There has been a lot of criticism of the takeover of Credit Suisse by UBS in the otherwise proud banking country of Switzerland. But those responsible dodge the question of responsibility for the Credit Suisse disaster.

A comment by Kathrin Hondl, ARD Studio Geneva

A man and a woman are hiking in the mountains and want to take a break. But the crooked bench on the side of the path is not very inviting. “But it looks shaky,” says the woman. “Seems to be a Swiss bank,” says the man. And both look pretty unhappy in this caricature, which the Swiss newspaper “Blick” presents as a find online – headline: “The Internet is laughing about the CS quake”.

More and more investors fled

CS stands for Credit Suisse – the traditional Swiss bank steeped in history, which will soon be history itself because it has become too shaky. Because too much has gone wrong, and has been for a long time. Poor risk management, scandals, lawsuits: More and more investors and customers looked at the increasingly shaky Swiss bank like the unfortunate hikers in the cartoon – and fled.

When collapse threatened in the past few days and a catastrophic escalation with possible global consequences, the Swiss government and authorities pushed for the takeover of CS by UBS – and support the forced marriage of the big banks with an extensive package of state aid and guarantees.

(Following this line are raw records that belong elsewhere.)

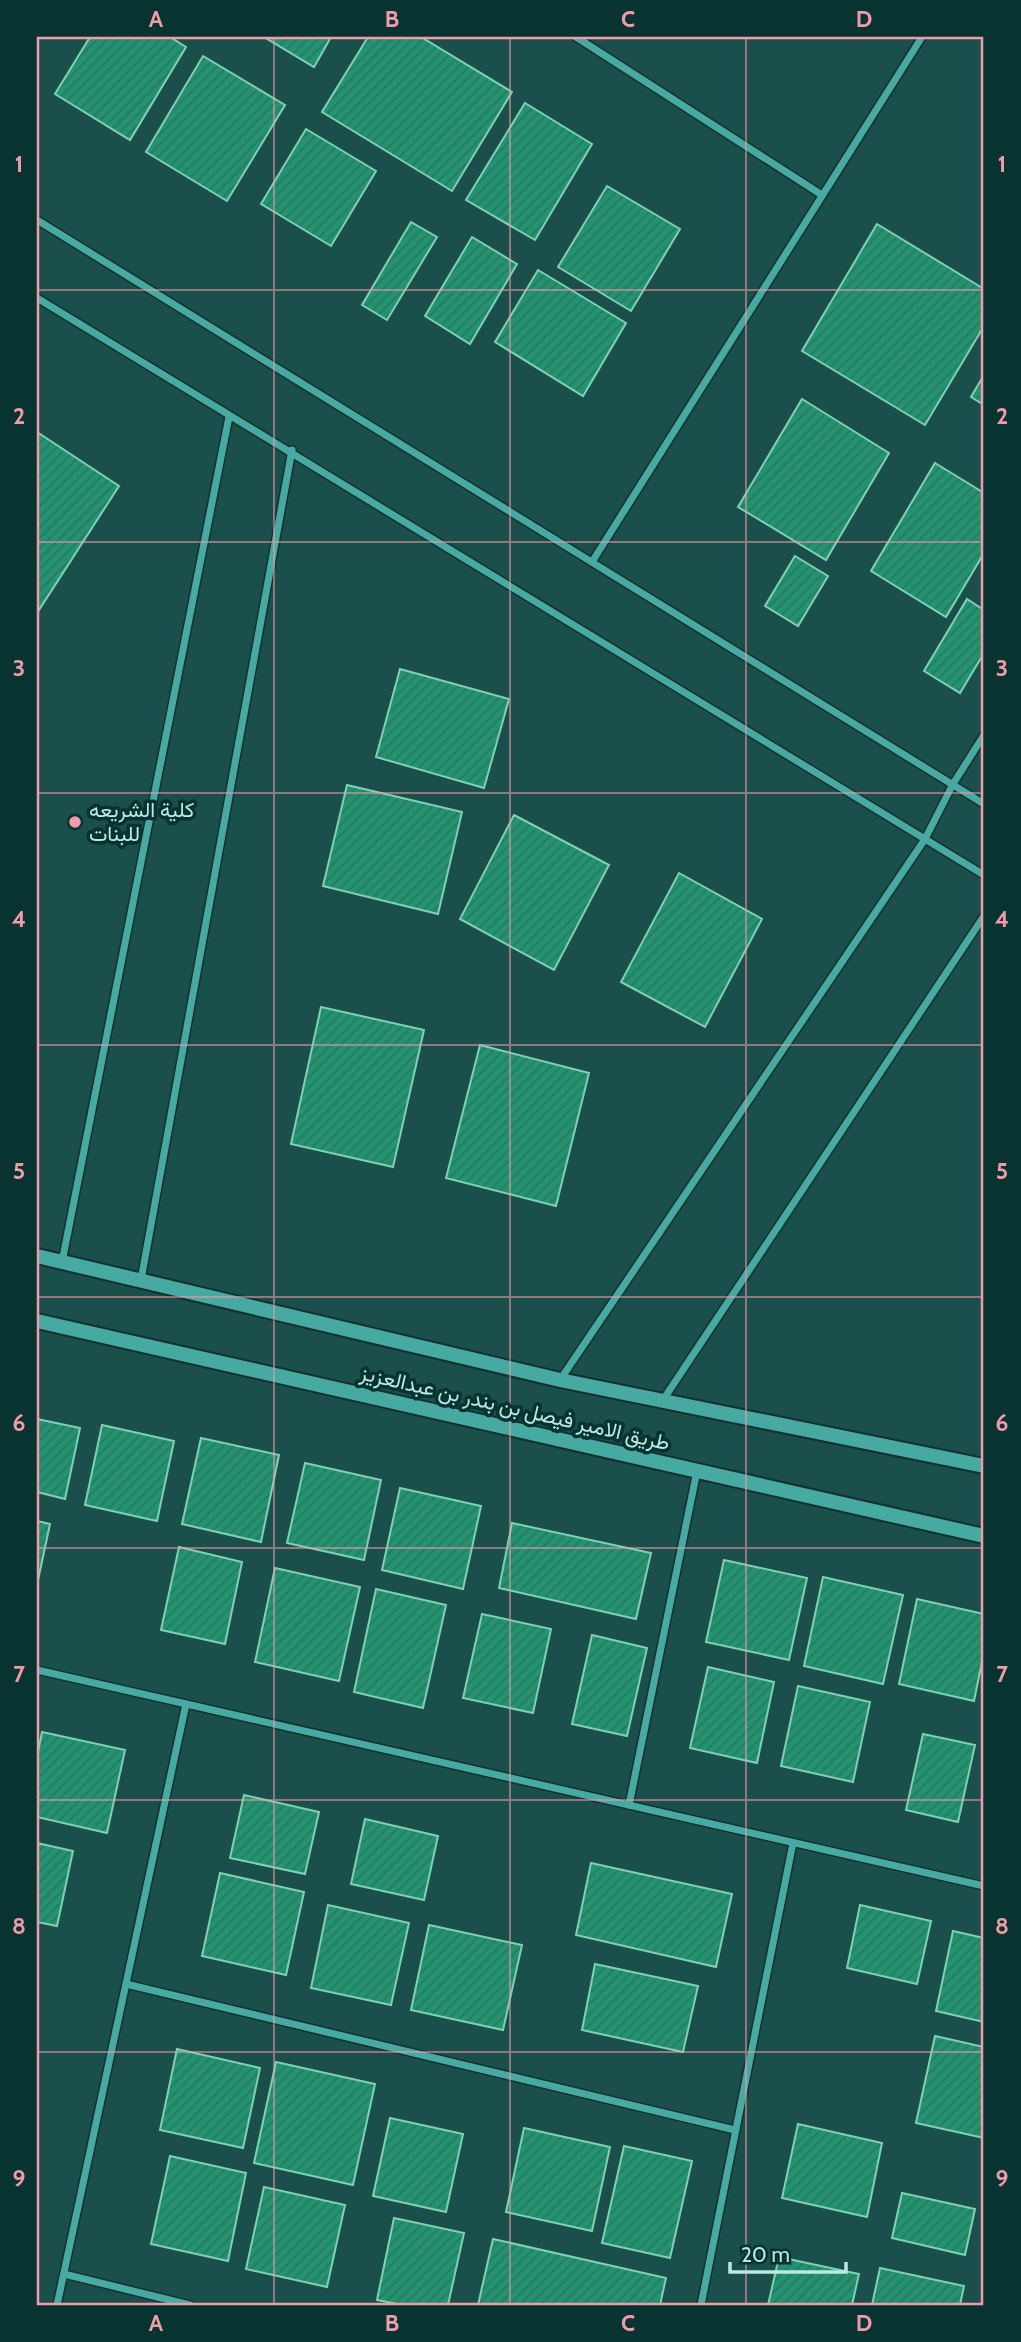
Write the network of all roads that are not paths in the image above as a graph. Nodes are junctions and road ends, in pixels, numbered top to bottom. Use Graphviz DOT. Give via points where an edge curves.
graph roads {
  1 [pos="576,37"];
  2 [pos="922,37"];
  3 [pos="822,195"];
  4 [pos="37,220"];
  5 [pos="37,298"];
  6 [pos="229,417"];
  7 [pos="292,450"];
  8 [pos="592,562"];
  9 [pos="984,735"];
  10 [pos="953,784"];
  11 [pos="984,804"];
  12 [pos="925,839"];
  13 [pos="984,875"];
  14 [pos="984,916"];
  15 [pos="37,1256"];
  16 [pos="62,1262"];
  17 [pos="141,1280"];
  18 [pos="37,1321"];
  19 [pos="560,1380"];
  20 [pos="663,1400"];
  21 [pos="984,1466"];
  22 [pos="697,1471"];
  23 [pos="984,1536"];
  24 [pos="37,1670"];
  25 [pos="186,1704"];
  26 [pos="629,1805"];
  27 [pos="793,1843"];
  28 [pos="984,1886"];
  29 [pos="126,1984"];
  30 [pos="736,2130"];
  31 [pos="64,2274"];
  32 [pos="57,2305"];
  33 [pos="190,2305"];
  34 [pos="701,2305"];
  1 -- 3 [label="street"];
  2 -- 3 [label="street"];
  3 -- 8 [label="street"];
  4 -- 8 [label="street"];
  5 -- 6 [label="street"];
  6 -- 7 [label="street"];
  6 -- 16 [label="street"];
  7 -- 12 [label="street"];
  7 -- 17 [label="street"];
  8 -- 10 [label="street"];
  9 -- 10 [label="street"];
  10 -- 11 [label="street"];
  10 -- 12 [label="street"];
  12 -- 13 [label="street"];
  12 -- 19 [label="street"];
  14 -- 20 [label="street"];
  15 -- 16 [label="street, طريق الامير فيصل بن بندر بن عبدالعزيز"];
  16 -- 17 [label="street, طريق الامير فيصل بن بندر بن عبدالعزيز"];
  17 -- 19 [label="street, طريق الامير فيصل بن بندر بن عبدالعزيز"];
  18 -- 22 [label="street, طريق الامير فيصل بن بندر بن عبدالعزيز"];
  19 -- 20 [label="street, طريق الامير فيصل بن بندر بن عبدالعزيز"];
  20 -- 21 [label="street, طريق الامير فيصل بن بندر بن عبدالعزيز"];
  22 -- 23 [label="street, طريق الامير فيصل بن بندر بن عبدالعزيز"];
  22 -- 26 [label="street"];
  24 -- 25 [label="street"];
  25 -- 26 [label="street"];
  25 -- 29 [label="street"];
  26 -- 27 [label="street"];
  27 -- 28 [label="street"];
  27 -- 30 [label="street"];
  29 -- 30 [label="street"];
  29 -- 31 [label="street"];
  30 -- 34 [label="street"];
  31 -- 32 [label="street"];
  31 -- 33 [label="street"];
}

Taxpayers are right to be angry

The risk is therefore largely borne by Swiss taxpayers. And now they are rightly angry. Because what about the responsible top managers at Credit Suisse? According to Zurich-based “Tagesanzeiger”, they have received 32 billion francs in bonuses since 2013, while the bank made a loss of 3.2 billion over the same period.

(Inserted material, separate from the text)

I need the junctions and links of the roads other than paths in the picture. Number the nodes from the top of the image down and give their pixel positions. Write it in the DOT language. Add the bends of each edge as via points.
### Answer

Rarely has it become so obvious how profits are privatized and losses transferred to the state under the cloak of a business-friendly and liberal policy. On Sunday evening, the Swiss finance minister publicly regretted that Credit Suisse was not able to overcome the difficulties on its own.

No conclusive answers so far

This is remarkable in that she has not yet regretted that the Swiss supervisory authorities had stood by and watched the collapse of Credit Suisse for so long. After all, how could it happen that a bank that, according to the financial market supervisory authority, allegedly fulfilled the strict Swiss rules for equity capital and liquidity, is now dependent on this enormous rescue operation?

So far, there are no answers to such questions in Switzerland. But the questions keep getting louder. The Credit Suisse disaster is not just the story of a shaky Swiss bank. Its decline has also shaken Switzerland’s traditional self-image as an economically liberal guarantor of stability and security.

Editorial note

Comments always reflect the opinion of the respective author and not that of the editors.